**THE TASK:**
Retype, word for word, every line of the records below starting at the one that contains "thumb ip: (521, 398)" and ending at the one that contains "pinky tip: (651, 665)"; include both of those lines and nothing more.

Collected data entries:
= Beginning of Section =

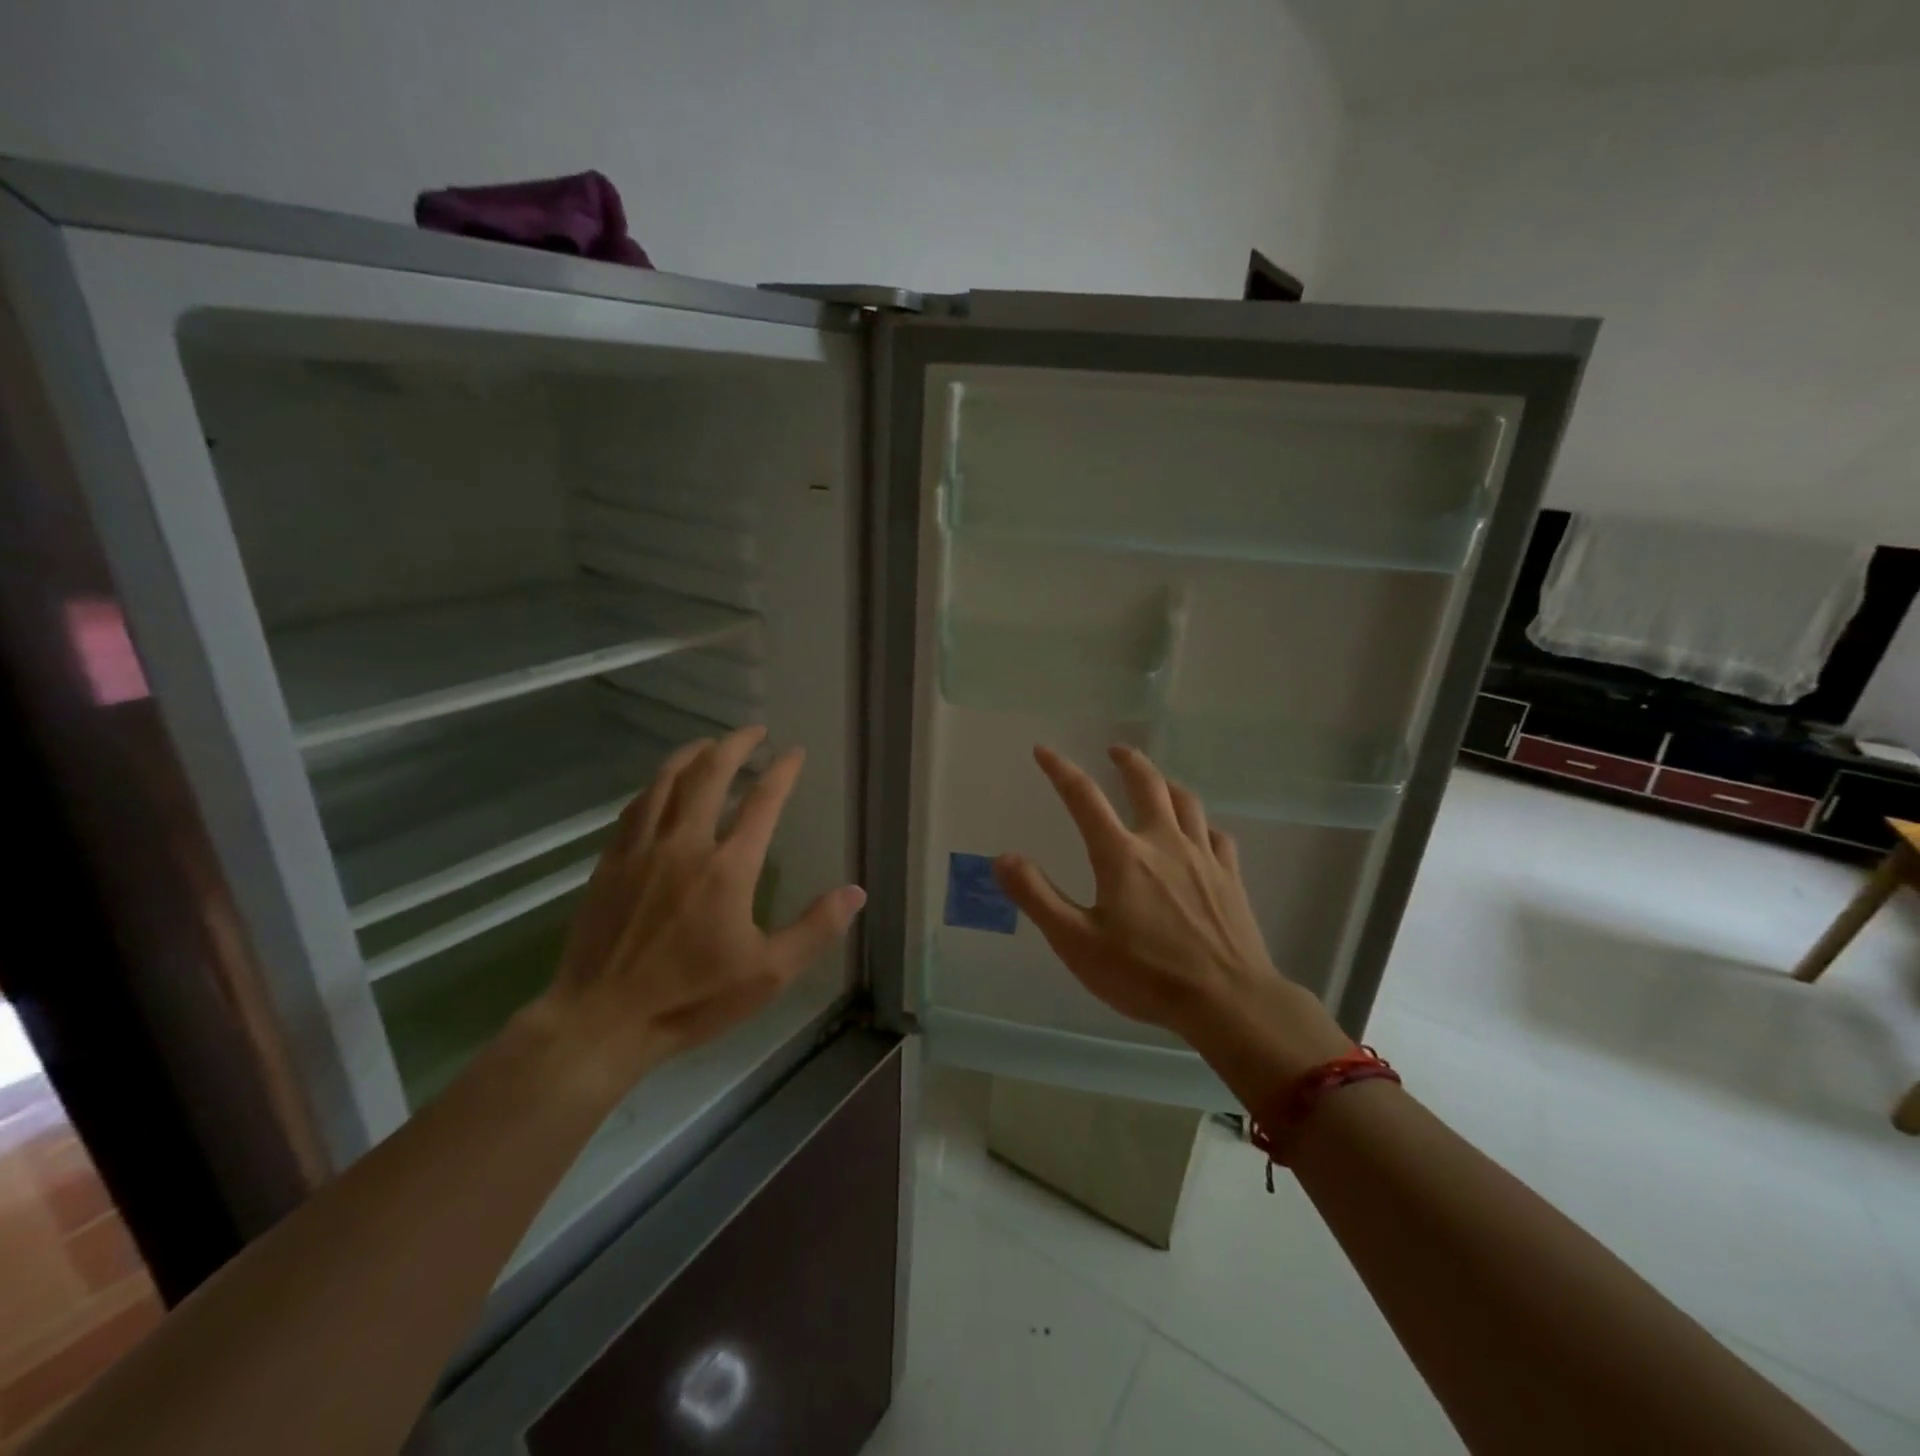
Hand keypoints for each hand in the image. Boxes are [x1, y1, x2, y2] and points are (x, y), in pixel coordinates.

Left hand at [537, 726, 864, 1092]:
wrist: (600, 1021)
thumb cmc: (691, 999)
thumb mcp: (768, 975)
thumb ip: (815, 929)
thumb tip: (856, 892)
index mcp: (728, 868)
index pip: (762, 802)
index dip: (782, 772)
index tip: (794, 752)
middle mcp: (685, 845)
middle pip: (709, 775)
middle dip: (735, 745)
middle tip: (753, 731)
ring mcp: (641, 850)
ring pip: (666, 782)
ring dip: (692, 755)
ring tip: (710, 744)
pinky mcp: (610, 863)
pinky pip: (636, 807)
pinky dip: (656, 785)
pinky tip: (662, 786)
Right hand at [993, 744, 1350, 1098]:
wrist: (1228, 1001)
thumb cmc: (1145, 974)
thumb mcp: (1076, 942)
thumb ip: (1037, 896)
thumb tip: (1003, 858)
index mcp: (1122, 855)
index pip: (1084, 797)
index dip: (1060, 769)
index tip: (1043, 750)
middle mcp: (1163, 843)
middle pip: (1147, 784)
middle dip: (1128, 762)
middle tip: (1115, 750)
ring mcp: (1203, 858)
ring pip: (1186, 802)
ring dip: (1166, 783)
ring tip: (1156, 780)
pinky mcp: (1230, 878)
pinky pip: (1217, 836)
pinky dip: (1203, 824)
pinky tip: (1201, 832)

= End of Section =
= Beginning of Section =

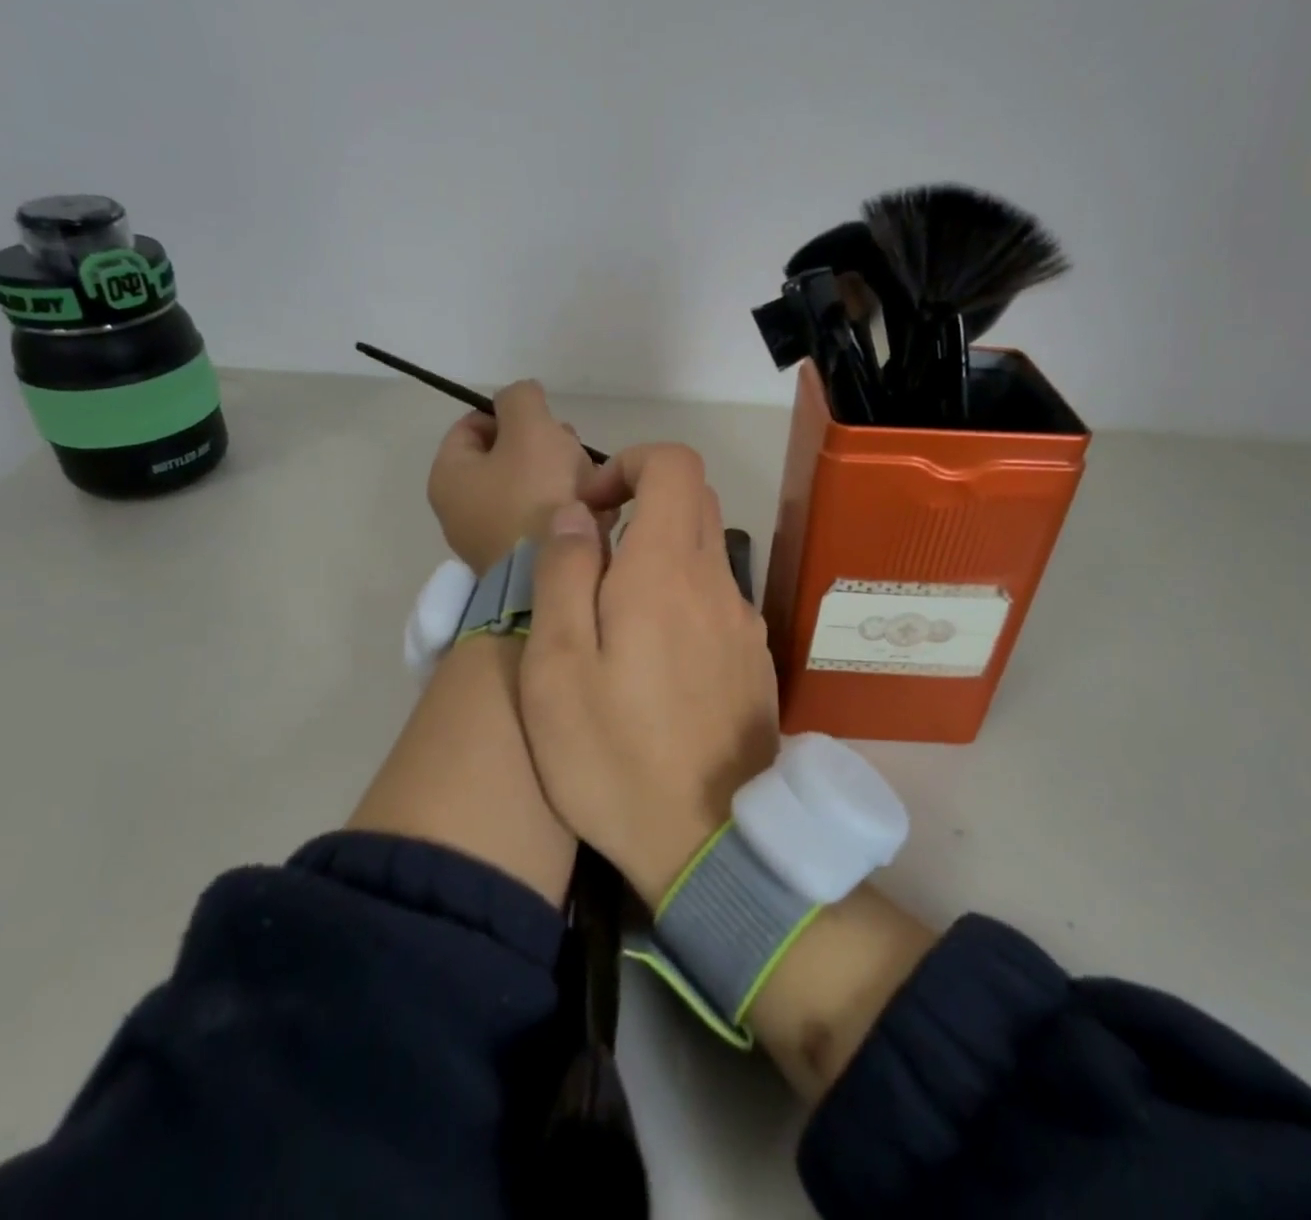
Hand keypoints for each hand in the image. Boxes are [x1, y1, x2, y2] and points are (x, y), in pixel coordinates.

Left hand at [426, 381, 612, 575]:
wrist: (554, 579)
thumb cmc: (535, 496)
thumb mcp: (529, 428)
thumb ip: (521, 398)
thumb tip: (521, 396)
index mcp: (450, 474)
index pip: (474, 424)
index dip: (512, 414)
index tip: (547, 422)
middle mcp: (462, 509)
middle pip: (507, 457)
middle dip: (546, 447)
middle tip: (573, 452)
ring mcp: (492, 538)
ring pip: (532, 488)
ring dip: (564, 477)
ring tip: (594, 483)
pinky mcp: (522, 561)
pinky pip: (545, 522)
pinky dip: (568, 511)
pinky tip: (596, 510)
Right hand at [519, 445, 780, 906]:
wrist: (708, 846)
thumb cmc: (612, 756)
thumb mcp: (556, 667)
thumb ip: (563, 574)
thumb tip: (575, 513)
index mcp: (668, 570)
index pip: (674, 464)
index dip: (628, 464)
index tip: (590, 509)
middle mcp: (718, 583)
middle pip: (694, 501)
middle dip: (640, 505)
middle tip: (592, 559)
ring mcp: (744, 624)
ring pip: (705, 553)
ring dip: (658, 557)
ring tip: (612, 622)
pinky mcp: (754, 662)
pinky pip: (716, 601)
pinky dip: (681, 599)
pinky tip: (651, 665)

= End of Section =
= Beginning of Section =

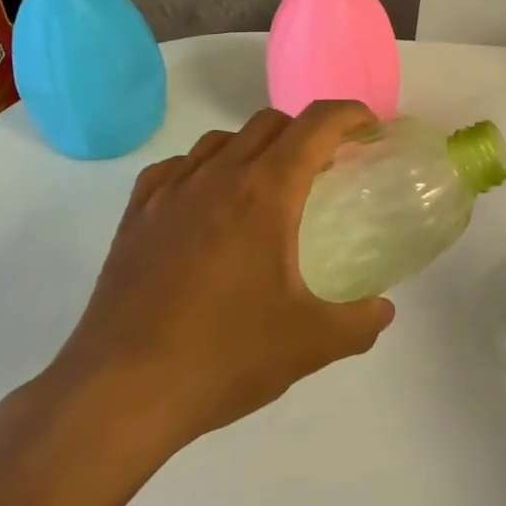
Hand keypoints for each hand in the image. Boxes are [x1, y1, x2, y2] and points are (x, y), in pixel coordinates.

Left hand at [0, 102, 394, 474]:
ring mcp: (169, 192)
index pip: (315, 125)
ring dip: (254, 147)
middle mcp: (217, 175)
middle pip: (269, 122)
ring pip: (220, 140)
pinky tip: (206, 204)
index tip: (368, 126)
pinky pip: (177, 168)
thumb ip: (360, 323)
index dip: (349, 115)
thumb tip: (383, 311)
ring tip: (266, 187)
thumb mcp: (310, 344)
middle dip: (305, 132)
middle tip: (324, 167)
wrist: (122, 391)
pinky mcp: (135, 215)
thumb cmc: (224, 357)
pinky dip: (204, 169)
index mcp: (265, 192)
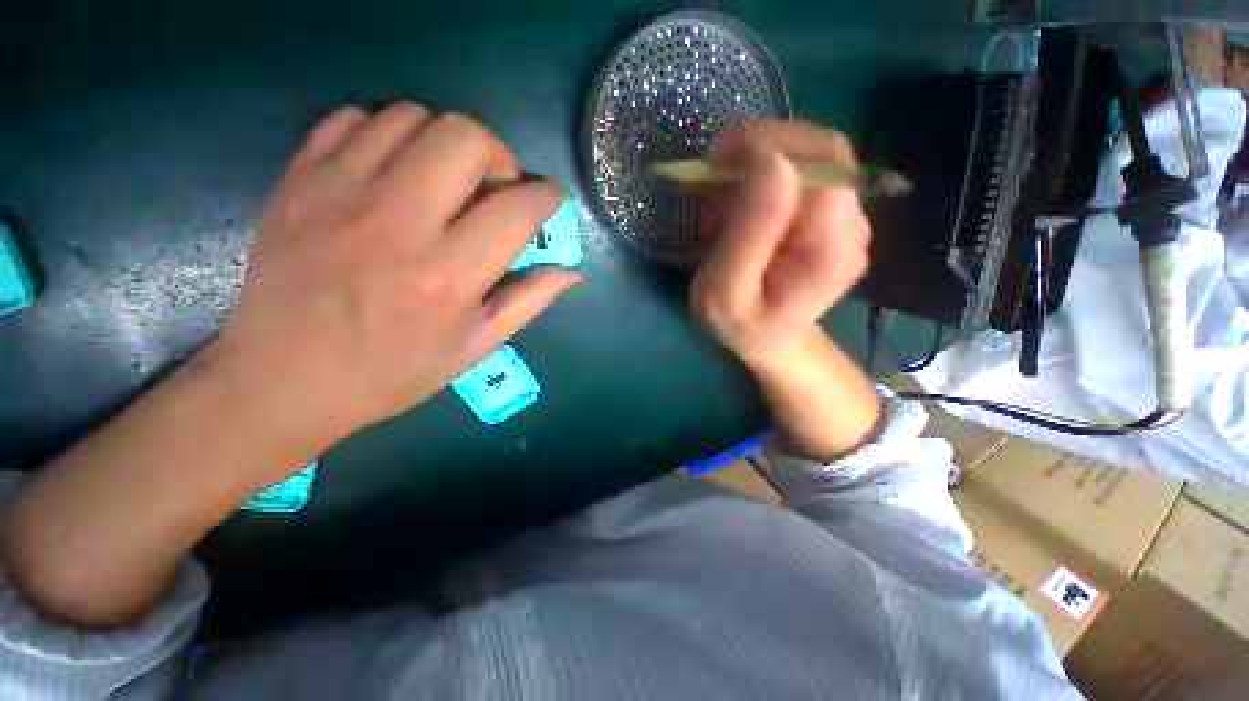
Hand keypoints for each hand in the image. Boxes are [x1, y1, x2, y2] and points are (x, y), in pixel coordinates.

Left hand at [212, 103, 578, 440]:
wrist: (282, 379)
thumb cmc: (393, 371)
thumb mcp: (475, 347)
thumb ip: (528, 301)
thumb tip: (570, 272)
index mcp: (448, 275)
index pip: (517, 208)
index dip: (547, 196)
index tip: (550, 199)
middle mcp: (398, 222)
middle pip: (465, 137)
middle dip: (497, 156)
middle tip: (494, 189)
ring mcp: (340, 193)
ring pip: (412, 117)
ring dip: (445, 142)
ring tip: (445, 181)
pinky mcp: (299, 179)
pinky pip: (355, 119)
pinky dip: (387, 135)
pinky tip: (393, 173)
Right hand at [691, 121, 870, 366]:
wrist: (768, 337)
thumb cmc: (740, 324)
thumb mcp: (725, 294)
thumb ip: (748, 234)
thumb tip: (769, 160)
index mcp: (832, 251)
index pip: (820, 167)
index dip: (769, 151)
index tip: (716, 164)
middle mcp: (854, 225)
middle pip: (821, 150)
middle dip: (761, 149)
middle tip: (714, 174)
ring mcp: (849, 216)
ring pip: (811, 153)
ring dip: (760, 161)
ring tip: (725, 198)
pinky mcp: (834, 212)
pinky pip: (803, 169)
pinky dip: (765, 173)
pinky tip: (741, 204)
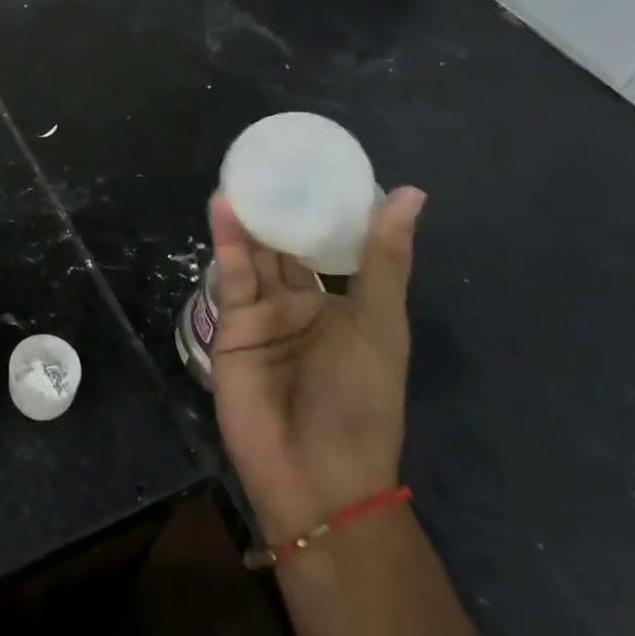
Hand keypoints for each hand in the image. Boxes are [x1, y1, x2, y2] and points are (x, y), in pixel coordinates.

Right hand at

= End of Section =

**YOUR SOLUTION:**
thumb ip: (521, 398)
thumb tip: (521, 396)
index mcp: (450, 474)
index pip: (474, 424)
index dip: (512, 414)
index tip: (547, 422)
middle mcp: (462, 509)
middle pip: (507, 457)
middle dip: (546, 447)
middle tip: (573, 452)
ring mcp: (492, 538)
ring pip: (532, 488)
ring dip: (564, 477)
ring tip: (594, 483)
pinky mcp: (522, 561)
pinky pip: (545, 522)
pinky dip: (568, 511)
pinky tip: (596, 510)
Right hand at [519, 445, 780, 906]:
wrist: (708, 846)
thumb cmc: (612, 756)
thumb mcp: (556, 667)
thumb ip: (563, 574)
thumb tip: (575, 513)
index mcp: (668, 570)
index pip: (674, 464)
index dip: (628, 464)
index tip: (590, 509)
middle mcp: (718, 583)
middle pip: (694, 501)
middle dip: (640, 505)
middle tip: (592, 559)
ring mcp: (744, 624)
ring pip: (705, 553)
ring dip: (658, 557)
ring tip: (612, 622)
pinky mcp: (754, 662)
pinky pip: (716, 601)
pinky dip: (681, 599)
pinky tip: (651, 665)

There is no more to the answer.